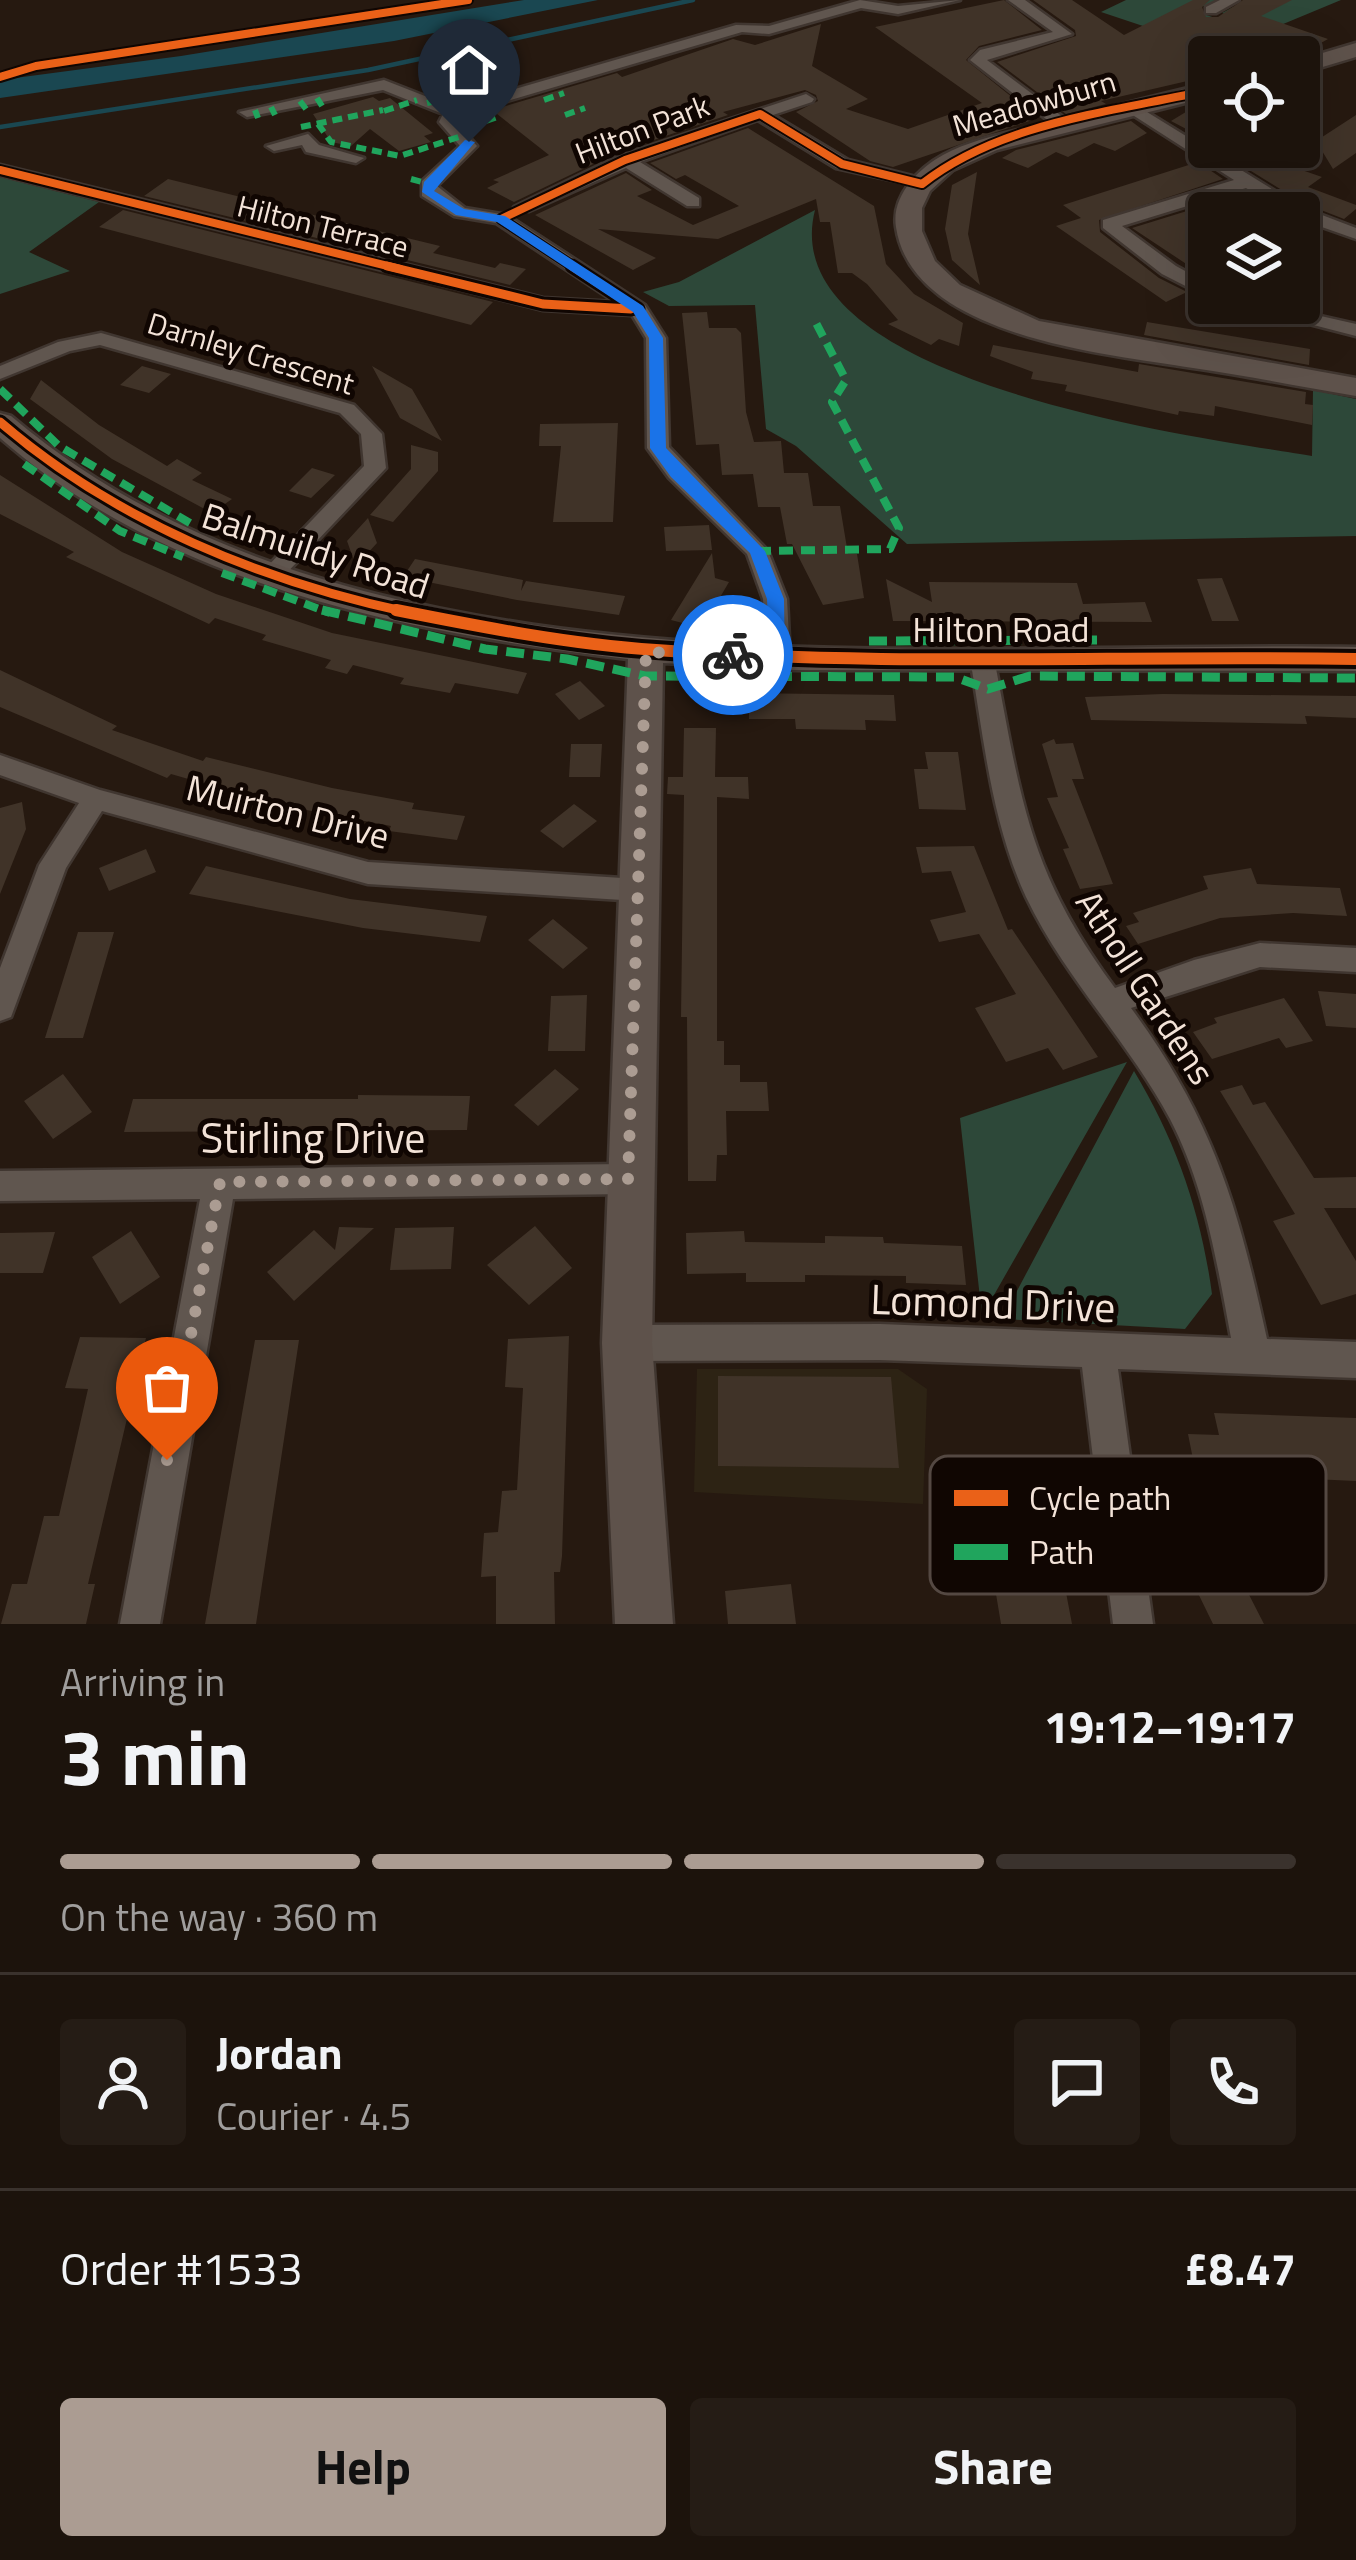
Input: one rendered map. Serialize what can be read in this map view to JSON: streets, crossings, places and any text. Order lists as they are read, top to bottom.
{
  "streets": {
    "street": [
      "Meadowburn",
      "Hilton Park",
      "Hilton Terrace",
      "Darnley Crescent",
      "Balmuildy Road",
      "Hilton Road",
      "Muirton Drive",
      "Atholl Gardens",
      "Stirling Drive",
      "Lomond Drive"
    ]
  },
  "crossings": [
    ["Darnley Crescent", "Balmuildy Road"],
    ["Balmuildy Road", "Hilton Road"],
    ["Hilton Road", "Atholl Gardens"],
    ["Atholl Gardens", "Lomond Drive"]
  ],
  "legend": ["Cycle path", "Path"],
  "page": {
    "heading": ["3 min", "Arriving in", "19:12–19:17"],
    "panel": [
      "Jordan",
      "Courier · 4.5",
      "Order #1533",
      "£8.47"
    ],
    "bar": "On the way · 360 m",
    "buttons": ["Help", "Share"]
  }
}
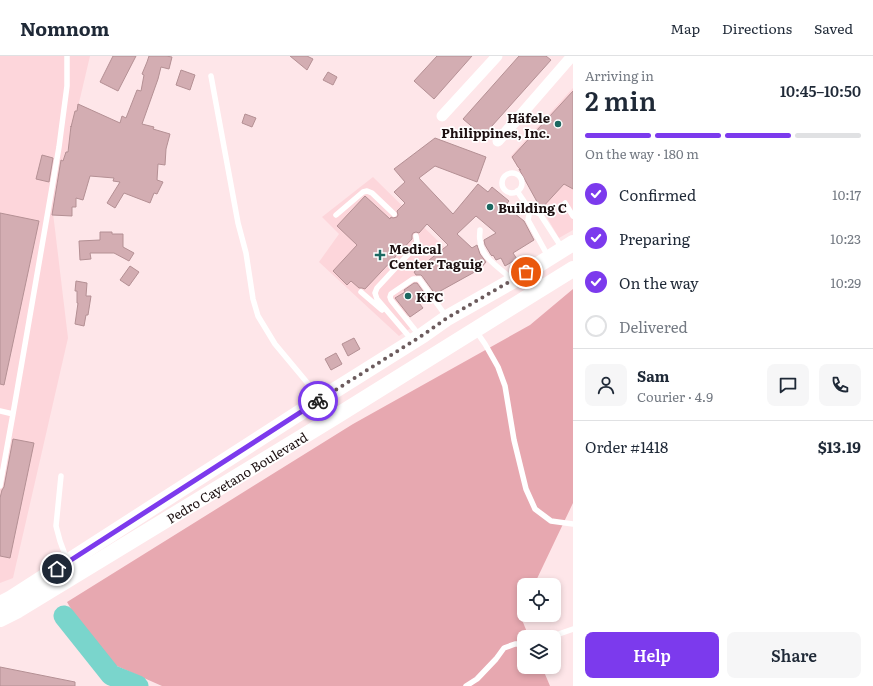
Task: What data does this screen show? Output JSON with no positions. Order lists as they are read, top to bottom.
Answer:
{
  "streets": {
    "main road": ["Pedro Cayetano Boulevard"]
  },
  "places": {
    "other": ["Häfele Philippines, Inc.", "Building C", "KFC"],
    "health": ["Medical Center Taguig"]
  },
  "page": {
    "header": "Nomnom",
    "nav": ["Map", "Directions", "Saved"],
    "heading": ["2 min", "Arriving in", "10:45–10:50"],
    "panel": [
      "Sam",
      "Courier · 4.9",
      "Order #1418",
      "$13.19"
    ],
    "bar": "On the way · 180 m",
    "list": [
      ["Confirmed", "10:17"],
      ["Preparing", "10:23"],
      ["On the way", "10:29"],
      "Delivered"
    ],
    "buttons": ["Help", "Share"]
  }
}
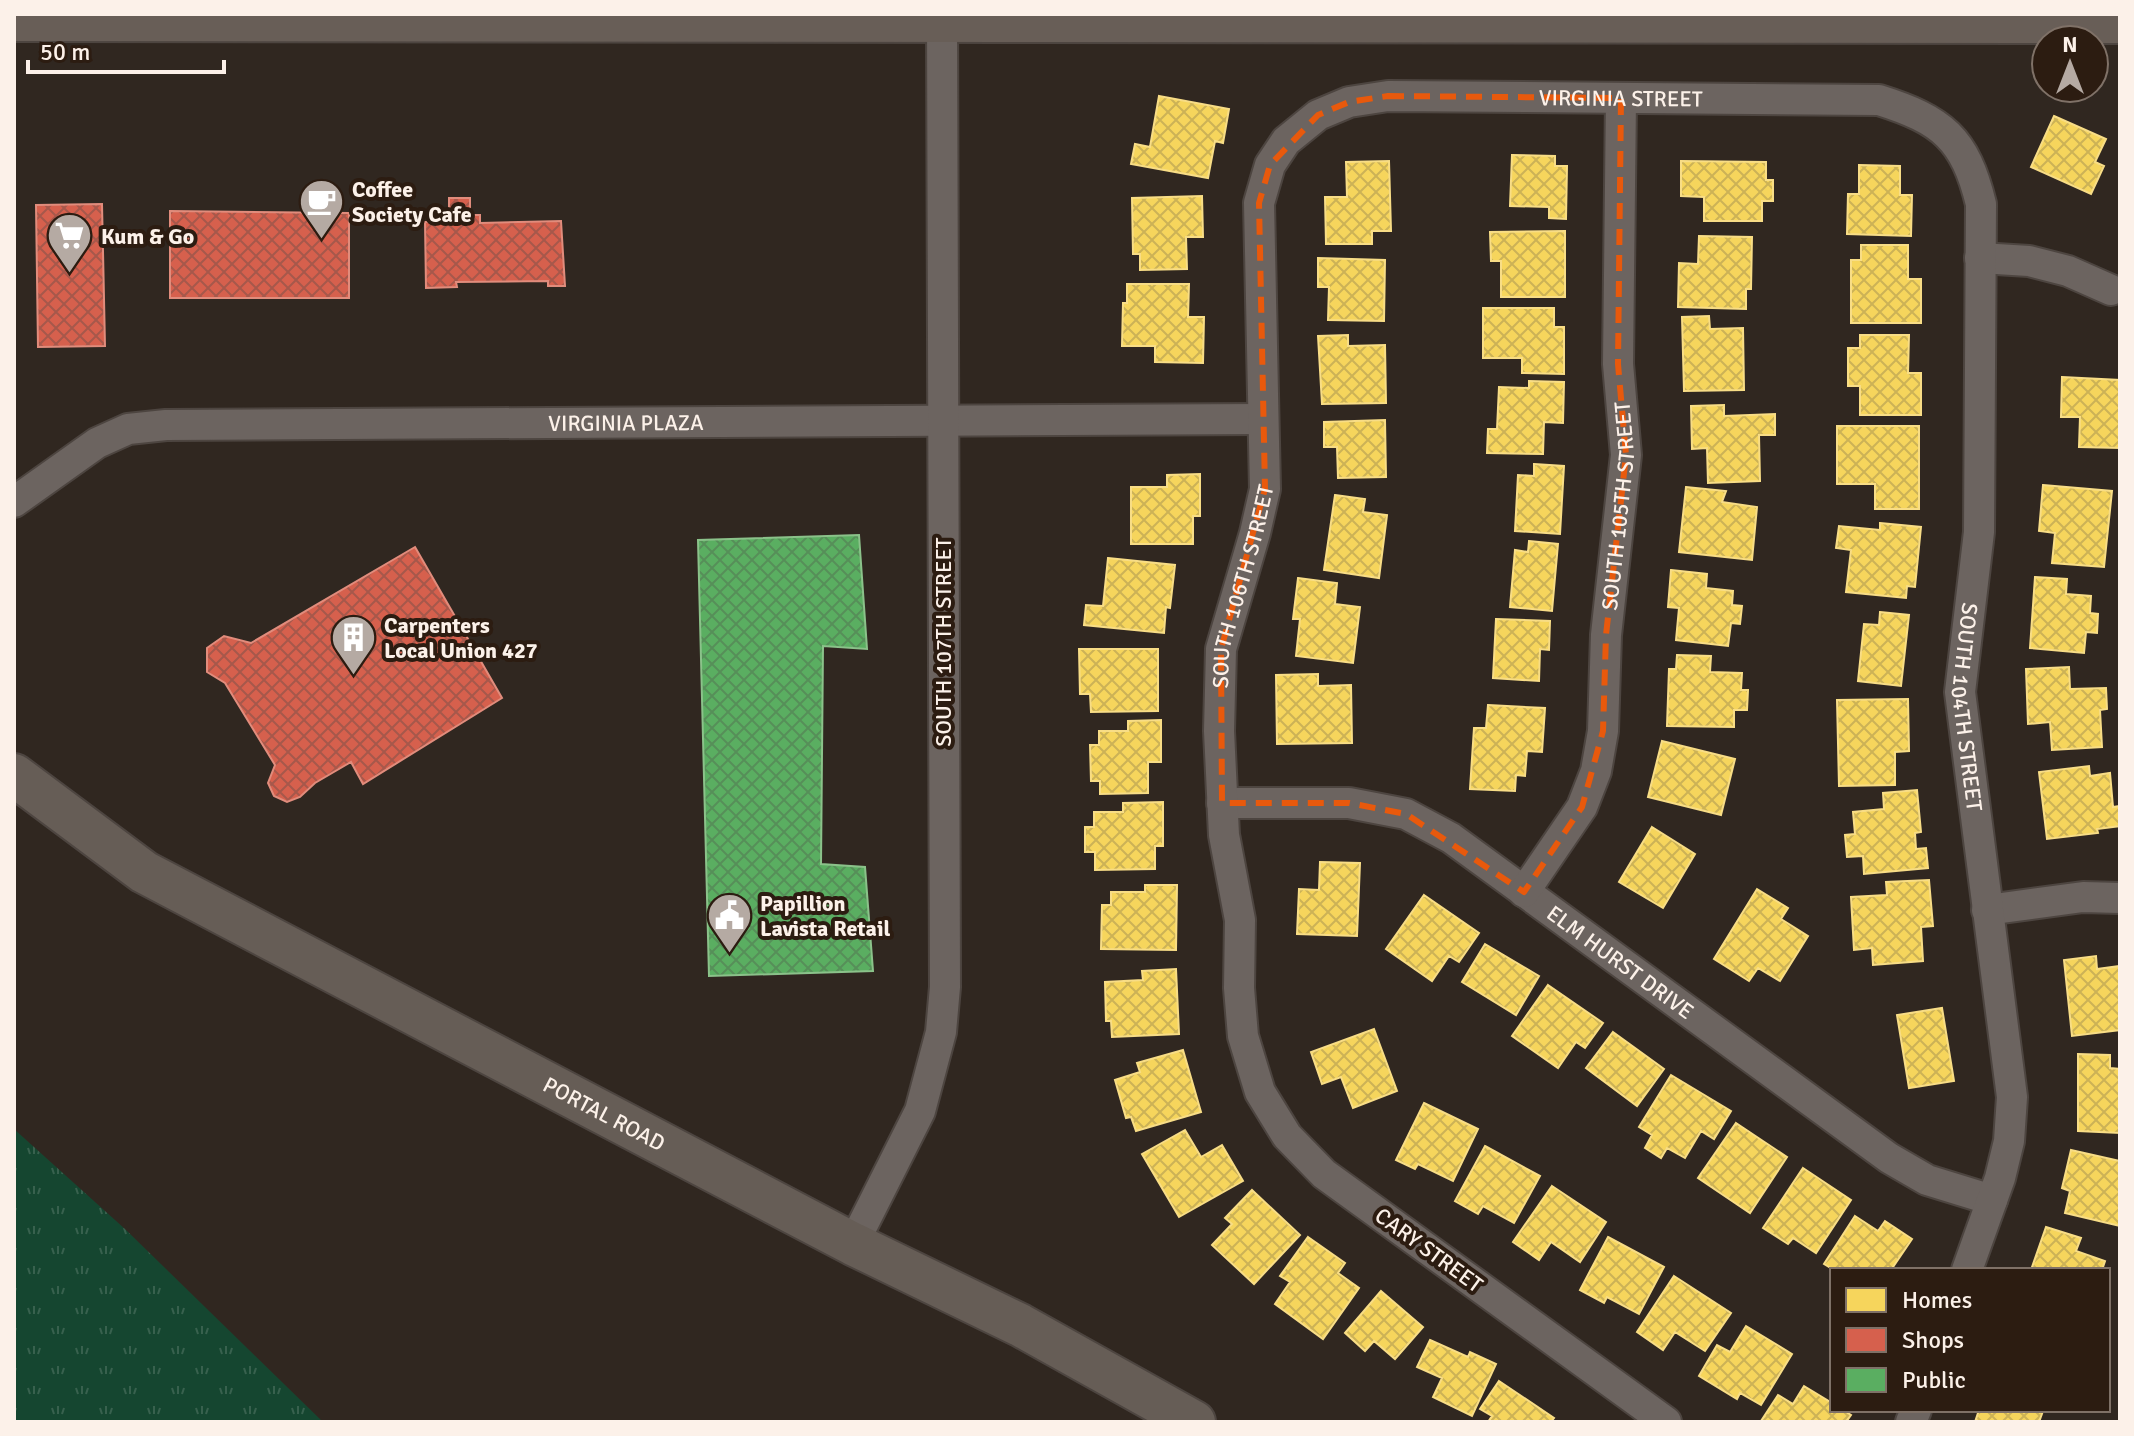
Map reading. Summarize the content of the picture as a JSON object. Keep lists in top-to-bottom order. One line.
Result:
{"streets":{"main road":["PORTAL ROAD"],"street":["VIRGINIA STREET","VIRGINIA PLAZA","SOUTH 105TH STREET","SOUTH 106TH STREET","SOUTH 107TH STREET","SOUTH 104TH STREET","ELM HURST DRIVE","CARY STREET"]},"crossings":[["VIRGINIA STREET","SOUTH 105TH STREET"],["VIRGINIA STREET","SOUTH 106TH STREET"],["VIRGINIA STREET","SOUTH 104TH STREET"],["VIRGINIA PLAZA","SOUTH 106TH STREET"],["VIRGINIA PLAZA","SOUTH 107TH STREET"],["SOUTH 105TH STREET","ELM HURST DRIVE"],["SOUTH 106TH STREET","ELM HURST DRIVE"],["SOUTH 106TH STREET","CARY STREET"],["SOUTH 107TH STREET","PORTAL ROAD"],["SOUTH 104TH STREET","ELM HURST DRIVE"]],"places":{"cafe":["Coffee Society Cafe"],"supermarket":["Kum & Go"],"building":["Carpenters Local Union 427"],"public building":["Papillion Lavista Retail"]},"legend":["Homes","Shops","Public"],"scale_bar":"50 m","north":"top"}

- **What the task asks**
Please retype the data exactly as it appears, but without any of its pictures.

- **Solution to the exercise**
Input: one rendered map. Serialize what can be read in this map view to JSON: streets, crossings, places and any text. Order lists as they are read, top to bottom.
{
  "streets": {
    "street": [
      "Meadowburn",
      "Hilton Park",
      "Hilton Terrace",
      "Darnley Crescent",
      "Balmuildy Road",
      "Hilton Road",
      "Muirton Drive",
      "Atholl Gardens",
      "Stirling Drive",
      "Lomond Drive"
    ]
  },
  "crossings": [
    ["Darnley Crescent", "Balmuildy Road"],
    ["Balmuildy Road", "Hilton Road"],
    ["Hilton Road", "Atholl Gardens"],
    ["Atholl Gardens", "Lomond Drive"]
  ],
  "legend": ["Cycle path", "Path"],
  "page": {
    "heading": ["3 min", "Arriving in", "19:12–19:17"],
    "panel": [
      "Jordan",
      "Courier · 4.5",
      "Order #1533",
      "£8.47"
    ],
    "bar": "On the way · 360 m",
    "buttons": ["Help", "Share"]
  }
}
Task: What data does this screen show? Output JSON with no positions. Order lists as they are read, top to bottom.
Answer:
{
  "streets": {
    "main road": ["Pedro Cayetano Boulevard"]
  },
  "places": {
    "other": ["Häfele Philippines, Inc.", "Building C", "KFC"],
    "health": ["Medical Center Taguig"]
  },
  "page": {
    "header": "Nomnom",
    "nav": ["Map", "Directions", "Saved"],
    "heading": ["2 min", "Arriving in", "10:45–10:50"],
    "panel": [
      "Sam",
      "Courier · 4.9",
      "Order #1418",
      "$13.19"
    ],
    "bar": "On the way · 180 m",
    "list": [
      ["Confirmed", "10:17"],
      ["Preparing", "10:23"],
      ["On the way", "10:29"],
      "Delivered"
    ],
    "buttons": ["Help", "Share"]
  }
}
Map reading. Summarize the content of the picture as a JSON object. Keep lists in top-to-bottom order. One line.
Result:
{"streets":{"main road":["PORTAL ROAD"],"street":["VIRGINIA STREET","VIRGINIA PLAZA","SOUTH 105TH STREET","SOUTH 106TH STREET","SOUTH 107TH STREET","SOUTH 104TH STREET","ELM HURST DRIVE","CARY STREET"]},"crossings":[["VIRGINIA STREET","SOUTH 105TH STREET"],["VIRGINIA STREET","SOUTH 106TH STREET"],["VIRGINIA STREET","SOUTH 104TH STREET"],["VIRGINIA PLAZA","SOUTH 106TH STREET"],["VIRGINIA PLAZA","SOUTH 107TH STREET"],["SOUTH 105TH STREET","ELM HURST DRIVE"],["SOUTH 106TH STREET","ELM HURST DRIVE"],["SOUTH 106TH STREET","CARY STREET"],["SOUTH 107TH STREET","PORTAL ROAD"],["SOUTH 104TH STREET","ELM HURST DRIVE"]],"places":{"cafe":["Coffee Society Cafe"],"supermarket":["Kum & Go"],"building":["Carpenters Local Union 427"],"public building":["Papillion Lavista Retail"]},"legend":["Homes","Shops","Public"],"scale_bar":"50 m","north":"top"}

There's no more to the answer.